L'approdo bipolare, senza più quella frammentazione interna ai poli, fino a ieri tratto negativo, caratterizzato dalla commistione spuria di vecchio e nuovo, costituisce certamente un fatto positivo. Occorre vedere la capacità di consolidarlo che avranno le forze di governo e di opposizione. Un punto non secondario da verificare sarà proprio il rapporto tra culture politiche e azione politica di cui si è detto essersi verificata una separazione così netta.. In questo la realtà politica italiana dovrebbe avvicinarsi più al modello americano, che non a quelli europei. Le culture non si improvvisano e per coglierne i segni bisognerà guardare al concreto della vita politica.
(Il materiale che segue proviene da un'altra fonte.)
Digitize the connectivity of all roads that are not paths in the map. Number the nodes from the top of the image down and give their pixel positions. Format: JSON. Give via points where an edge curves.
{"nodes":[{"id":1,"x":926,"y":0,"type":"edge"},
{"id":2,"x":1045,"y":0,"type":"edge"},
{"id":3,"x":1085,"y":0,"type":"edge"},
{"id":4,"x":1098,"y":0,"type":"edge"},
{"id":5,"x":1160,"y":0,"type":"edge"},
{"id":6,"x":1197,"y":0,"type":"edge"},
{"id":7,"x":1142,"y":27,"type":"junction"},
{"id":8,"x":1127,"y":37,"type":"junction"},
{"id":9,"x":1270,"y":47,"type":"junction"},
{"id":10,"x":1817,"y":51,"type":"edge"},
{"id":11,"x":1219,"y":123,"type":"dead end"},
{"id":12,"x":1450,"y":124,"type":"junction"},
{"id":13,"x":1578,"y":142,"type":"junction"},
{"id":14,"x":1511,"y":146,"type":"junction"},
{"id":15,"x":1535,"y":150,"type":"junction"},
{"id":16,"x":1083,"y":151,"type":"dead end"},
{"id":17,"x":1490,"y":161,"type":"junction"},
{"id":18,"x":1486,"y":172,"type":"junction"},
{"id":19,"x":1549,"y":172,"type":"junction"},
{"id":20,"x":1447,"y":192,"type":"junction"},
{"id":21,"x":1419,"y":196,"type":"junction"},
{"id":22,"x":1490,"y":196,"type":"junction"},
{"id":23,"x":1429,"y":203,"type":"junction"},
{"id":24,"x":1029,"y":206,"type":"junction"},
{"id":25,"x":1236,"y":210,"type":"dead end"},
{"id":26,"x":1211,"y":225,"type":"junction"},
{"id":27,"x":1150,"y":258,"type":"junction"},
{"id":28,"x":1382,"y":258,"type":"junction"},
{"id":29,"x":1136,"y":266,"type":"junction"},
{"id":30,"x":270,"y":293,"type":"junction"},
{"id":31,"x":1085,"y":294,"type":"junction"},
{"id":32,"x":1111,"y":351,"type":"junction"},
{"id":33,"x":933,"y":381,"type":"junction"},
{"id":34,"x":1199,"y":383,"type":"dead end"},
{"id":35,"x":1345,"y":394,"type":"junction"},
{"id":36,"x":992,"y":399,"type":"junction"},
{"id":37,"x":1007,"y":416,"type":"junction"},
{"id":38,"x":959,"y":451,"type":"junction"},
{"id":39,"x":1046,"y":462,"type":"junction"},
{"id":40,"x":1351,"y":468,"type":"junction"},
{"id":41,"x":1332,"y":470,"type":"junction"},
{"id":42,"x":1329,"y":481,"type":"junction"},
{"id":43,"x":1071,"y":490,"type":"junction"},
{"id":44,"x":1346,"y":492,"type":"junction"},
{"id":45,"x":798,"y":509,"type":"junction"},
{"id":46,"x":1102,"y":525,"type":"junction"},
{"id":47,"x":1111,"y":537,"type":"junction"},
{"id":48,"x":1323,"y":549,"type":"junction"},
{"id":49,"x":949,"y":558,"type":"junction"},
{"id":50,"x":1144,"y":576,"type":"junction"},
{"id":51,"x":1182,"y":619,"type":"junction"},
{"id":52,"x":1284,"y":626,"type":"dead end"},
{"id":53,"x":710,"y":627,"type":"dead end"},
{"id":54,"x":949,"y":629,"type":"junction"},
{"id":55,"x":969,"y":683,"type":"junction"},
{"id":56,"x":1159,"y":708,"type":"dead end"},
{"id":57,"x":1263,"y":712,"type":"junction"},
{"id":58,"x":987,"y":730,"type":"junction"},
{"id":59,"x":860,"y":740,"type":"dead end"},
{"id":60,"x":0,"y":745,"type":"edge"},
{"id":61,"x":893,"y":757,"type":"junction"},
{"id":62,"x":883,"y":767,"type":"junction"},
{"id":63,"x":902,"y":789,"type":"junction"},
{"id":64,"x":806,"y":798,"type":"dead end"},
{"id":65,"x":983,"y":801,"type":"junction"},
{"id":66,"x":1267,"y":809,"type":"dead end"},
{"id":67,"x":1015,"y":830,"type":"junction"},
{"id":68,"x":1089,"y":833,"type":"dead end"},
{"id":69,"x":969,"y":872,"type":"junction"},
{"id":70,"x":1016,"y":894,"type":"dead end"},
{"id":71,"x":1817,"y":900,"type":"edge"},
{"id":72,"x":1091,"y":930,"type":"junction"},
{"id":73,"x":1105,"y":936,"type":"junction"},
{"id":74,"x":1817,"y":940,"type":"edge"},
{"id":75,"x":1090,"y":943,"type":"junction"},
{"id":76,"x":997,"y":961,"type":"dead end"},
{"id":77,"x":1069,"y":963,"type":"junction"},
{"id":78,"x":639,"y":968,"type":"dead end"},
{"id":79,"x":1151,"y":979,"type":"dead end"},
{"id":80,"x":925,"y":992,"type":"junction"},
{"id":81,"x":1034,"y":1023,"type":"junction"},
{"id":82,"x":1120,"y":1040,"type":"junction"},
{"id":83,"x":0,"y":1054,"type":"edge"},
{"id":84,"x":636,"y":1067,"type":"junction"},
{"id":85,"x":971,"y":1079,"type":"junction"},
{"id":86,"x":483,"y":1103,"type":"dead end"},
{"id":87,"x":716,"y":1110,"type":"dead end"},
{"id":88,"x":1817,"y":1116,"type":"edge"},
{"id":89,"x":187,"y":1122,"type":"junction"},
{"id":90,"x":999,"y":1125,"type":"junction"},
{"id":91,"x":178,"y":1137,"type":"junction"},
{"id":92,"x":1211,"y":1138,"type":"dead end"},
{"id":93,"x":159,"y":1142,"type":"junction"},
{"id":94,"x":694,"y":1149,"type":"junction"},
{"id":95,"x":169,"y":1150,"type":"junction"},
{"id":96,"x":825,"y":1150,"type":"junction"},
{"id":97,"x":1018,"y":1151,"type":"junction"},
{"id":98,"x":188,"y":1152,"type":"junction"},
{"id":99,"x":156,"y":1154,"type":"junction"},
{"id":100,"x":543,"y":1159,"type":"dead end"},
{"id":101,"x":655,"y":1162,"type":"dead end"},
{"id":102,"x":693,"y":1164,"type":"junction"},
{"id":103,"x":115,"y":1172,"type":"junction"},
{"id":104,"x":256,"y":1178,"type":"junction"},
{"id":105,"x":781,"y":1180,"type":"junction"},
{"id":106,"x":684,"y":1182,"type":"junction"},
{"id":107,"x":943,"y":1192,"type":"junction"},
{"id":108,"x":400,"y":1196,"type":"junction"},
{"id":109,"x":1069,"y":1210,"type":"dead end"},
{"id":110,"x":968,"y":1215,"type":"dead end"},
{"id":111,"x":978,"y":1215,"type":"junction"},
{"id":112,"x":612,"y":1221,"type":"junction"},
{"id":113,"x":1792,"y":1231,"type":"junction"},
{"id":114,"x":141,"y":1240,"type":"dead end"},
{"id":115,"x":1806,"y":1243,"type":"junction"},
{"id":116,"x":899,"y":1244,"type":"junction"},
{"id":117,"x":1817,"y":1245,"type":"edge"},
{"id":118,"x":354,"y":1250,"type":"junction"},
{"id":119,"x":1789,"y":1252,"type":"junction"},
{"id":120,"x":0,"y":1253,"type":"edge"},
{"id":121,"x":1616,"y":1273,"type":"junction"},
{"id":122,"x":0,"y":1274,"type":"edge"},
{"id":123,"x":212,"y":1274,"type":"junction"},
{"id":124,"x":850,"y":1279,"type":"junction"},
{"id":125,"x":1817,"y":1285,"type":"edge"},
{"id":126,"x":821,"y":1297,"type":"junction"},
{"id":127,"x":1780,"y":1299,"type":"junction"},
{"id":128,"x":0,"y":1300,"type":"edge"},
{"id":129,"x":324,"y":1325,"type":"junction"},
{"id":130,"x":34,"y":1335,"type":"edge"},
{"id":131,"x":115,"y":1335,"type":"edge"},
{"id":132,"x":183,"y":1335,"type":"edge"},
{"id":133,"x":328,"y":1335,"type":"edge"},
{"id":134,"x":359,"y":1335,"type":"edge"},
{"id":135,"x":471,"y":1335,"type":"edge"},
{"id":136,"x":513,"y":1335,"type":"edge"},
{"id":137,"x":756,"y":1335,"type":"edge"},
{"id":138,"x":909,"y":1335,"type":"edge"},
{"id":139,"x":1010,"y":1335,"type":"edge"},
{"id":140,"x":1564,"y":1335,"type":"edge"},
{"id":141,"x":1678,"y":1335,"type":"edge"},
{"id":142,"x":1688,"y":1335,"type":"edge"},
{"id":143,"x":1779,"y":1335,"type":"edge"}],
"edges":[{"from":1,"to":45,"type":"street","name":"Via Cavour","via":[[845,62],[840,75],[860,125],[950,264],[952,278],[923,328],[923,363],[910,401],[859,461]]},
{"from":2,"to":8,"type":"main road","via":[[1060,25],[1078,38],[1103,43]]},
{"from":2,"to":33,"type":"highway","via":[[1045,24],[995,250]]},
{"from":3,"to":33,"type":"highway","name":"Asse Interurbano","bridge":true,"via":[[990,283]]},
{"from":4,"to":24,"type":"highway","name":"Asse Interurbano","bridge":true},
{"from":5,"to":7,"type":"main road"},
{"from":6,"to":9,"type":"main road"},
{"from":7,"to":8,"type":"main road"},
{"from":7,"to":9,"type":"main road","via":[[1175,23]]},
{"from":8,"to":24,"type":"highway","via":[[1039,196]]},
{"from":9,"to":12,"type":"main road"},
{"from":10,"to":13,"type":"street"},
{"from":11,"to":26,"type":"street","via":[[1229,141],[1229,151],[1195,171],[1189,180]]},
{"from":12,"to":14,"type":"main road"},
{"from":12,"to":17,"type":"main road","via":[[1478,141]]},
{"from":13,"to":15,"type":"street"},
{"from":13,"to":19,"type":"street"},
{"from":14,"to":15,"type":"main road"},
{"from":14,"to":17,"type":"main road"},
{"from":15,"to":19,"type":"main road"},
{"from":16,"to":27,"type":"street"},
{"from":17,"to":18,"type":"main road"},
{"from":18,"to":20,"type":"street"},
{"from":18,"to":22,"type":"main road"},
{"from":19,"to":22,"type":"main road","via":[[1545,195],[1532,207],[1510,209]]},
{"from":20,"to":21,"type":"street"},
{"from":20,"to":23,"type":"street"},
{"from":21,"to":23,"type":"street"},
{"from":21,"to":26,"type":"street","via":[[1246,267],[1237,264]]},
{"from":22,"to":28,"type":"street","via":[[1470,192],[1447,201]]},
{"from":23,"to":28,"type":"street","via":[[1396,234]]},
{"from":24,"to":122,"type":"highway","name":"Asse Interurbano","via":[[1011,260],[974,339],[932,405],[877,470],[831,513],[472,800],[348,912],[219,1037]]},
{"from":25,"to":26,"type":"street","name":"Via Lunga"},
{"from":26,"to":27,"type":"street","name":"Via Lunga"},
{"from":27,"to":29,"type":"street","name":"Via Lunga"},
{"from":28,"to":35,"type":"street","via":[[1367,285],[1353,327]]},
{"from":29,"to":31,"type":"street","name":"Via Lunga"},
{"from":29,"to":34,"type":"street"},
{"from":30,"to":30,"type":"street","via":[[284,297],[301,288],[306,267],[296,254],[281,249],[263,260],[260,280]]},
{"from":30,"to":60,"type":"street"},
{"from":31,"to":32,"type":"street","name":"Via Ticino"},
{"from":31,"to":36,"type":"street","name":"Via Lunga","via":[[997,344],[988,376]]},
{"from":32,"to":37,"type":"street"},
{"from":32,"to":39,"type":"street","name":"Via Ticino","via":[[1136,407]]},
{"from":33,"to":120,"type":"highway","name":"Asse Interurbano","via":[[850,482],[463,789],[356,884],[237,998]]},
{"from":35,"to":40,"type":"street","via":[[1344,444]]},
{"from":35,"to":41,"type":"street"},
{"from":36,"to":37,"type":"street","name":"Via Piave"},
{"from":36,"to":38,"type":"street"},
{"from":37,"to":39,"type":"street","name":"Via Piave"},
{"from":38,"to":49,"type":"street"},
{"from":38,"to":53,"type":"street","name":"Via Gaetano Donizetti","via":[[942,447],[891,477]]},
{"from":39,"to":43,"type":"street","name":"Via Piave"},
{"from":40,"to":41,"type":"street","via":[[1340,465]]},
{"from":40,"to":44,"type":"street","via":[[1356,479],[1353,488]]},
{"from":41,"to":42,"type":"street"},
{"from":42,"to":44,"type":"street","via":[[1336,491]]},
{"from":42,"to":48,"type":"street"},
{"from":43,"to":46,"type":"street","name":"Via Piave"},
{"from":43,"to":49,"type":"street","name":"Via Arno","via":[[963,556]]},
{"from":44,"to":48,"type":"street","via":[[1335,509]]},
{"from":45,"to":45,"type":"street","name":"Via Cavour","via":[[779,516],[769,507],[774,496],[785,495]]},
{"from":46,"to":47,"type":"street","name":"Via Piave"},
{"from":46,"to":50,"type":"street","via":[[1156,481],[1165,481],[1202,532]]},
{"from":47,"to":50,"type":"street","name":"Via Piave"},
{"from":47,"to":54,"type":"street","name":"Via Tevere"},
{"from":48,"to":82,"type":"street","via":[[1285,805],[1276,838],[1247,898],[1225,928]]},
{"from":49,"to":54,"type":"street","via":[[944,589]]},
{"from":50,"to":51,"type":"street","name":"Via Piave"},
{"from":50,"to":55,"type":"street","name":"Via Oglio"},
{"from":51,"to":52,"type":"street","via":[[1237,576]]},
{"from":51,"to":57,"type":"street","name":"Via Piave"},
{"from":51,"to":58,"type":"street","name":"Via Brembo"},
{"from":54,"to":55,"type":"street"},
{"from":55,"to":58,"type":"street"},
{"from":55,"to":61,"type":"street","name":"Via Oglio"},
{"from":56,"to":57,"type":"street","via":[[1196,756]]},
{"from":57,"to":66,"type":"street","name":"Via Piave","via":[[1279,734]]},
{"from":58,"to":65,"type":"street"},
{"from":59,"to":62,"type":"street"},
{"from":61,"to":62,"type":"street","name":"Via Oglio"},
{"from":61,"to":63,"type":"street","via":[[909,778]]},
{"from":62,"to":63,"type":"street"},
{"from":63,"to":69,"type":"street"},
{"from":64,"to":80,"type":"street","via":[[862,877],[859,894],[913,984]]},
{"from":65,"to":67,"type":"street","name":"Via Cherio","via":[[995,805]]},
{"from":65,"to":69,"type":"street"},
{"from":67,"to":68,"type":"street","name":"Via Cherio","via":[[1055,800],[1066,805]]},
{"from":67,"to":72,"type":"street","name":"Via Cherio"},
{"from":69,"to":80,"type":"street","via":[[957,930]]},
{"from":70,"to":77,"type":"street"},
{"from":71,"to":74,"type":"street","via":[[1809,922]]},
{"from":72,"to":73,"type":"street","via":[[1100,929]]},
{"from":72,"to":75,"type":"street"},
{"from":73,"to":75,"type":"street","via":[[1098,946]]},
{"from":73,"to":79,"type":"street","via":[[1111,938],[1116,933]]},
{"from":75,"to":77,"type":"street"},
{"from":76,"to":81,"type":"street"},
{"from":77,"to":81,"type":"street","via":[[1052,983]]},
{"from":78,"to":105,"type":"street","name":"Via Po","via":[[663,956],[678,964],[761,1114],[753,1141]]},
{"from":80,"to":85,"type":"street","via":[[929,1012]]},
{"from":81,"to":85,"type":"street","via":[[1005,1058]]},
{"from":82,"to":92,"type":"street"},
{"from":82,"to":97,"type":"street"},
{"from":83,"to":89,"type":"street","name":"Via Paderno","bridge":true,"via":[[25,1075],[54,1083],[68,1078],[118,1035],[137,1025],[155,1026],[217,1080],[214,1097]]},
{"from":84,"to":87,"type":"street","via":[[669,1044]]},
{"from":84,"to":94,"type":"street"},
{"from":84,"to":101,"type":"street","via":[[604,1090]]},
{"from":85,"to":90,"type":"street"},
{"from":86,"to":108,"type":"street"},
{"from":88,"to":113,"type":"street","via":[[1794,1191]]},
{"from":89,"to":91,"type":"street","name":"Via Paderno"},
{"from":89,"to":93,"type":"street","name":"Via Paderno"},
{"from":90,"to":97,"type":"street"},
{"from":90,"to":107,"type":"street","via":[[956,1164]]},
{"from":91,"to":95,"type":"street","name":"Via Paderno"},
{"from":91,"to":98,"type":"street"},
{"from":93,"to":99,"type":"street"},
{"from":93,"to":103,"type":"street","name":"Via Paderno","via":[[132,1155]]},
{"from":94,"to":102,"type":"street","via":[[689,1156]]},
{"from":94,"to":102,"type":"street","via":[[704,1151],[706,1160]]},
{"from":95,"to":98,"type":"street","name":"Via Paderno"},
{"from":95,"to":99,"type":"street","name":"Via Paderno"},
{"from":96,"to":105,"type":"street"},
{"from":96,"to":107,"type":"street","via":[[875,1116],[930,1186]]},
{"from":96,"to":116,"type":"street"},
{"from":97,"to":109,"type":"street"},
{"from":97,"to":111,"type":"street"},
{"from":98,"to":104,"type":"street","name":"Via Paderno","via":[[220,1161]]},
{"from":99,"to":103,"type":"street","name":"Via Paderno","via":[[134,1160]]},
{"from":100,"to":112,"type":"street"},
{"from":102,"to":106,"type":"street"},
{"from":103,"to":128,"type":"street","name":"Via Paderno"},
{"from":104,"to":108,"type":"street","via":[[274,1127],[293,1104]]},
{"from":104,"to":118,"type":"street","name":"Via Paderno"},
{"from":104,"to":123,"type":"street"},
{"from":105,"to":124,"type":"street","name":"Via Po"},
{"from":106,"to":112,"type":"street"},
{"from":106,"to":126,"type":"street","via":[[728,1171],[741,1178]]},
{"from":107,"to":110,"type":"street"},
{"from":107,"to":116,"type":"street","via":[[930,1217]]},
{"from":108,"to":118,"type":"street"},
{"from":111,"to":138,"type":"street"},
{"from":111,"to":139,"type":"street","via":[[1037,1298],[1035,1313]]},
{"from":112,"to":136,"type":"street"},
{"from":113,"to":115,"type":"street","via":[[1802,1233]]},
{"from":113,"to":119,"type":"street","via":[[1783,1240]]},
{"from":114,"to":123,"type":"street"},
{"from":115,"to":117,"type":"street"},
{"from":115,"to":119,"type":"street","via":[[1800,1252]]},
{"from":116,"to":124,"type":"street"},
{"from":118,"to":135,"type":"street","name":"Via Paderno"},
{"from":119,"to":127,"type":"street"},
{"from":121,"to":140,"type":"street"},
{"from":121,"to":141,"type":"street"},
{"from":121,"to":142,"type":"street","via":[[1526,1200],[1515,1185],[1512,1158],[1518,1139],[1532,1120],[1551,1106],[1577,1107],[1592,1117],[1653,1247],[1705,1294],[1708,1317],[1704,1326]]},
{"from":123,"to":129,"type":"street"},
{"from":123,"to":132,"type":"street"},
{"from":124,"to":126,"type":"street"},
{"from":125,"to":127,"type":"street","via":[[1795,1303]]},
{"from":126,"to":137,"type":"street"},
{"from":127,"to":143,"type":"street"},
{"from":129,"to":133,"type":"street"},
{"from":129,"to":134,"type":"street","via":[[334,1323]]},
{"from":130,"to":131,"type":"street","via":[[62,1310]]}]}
La tradizione liberale italiana, apparentemente la più debole, trova oggi un solido riscontro nei principi che informano l'Unione europea e il mercato internazionale.

La tradizione socialista (nonché comunista) e quella del solidarismo cristiano, che tanta parte hanno avuto nel recente passato, declinano problemi che socialmente non possono essere elusi, ancorché necessitino di essere resi compatibili con le presenti dinamiche di mercato. Un recupero di autorità dello Stato, che appartiene a diverse tradizioni politiche, dovrà coniugarsi alla spinta verso maggiore autonomia regionale e locale. Un tema come quello della laicità, che in altri Paesi europei divide frontalmente gli schieramenti politici, in Italia è piuttosto trasversale. Anche in questo la separazione tra culture e politica è diventata profonda: rimangono i principi senza più le vecchie bandiere politiche, ma sarà la politica a dover scegliere di volta in volta responsabilmente.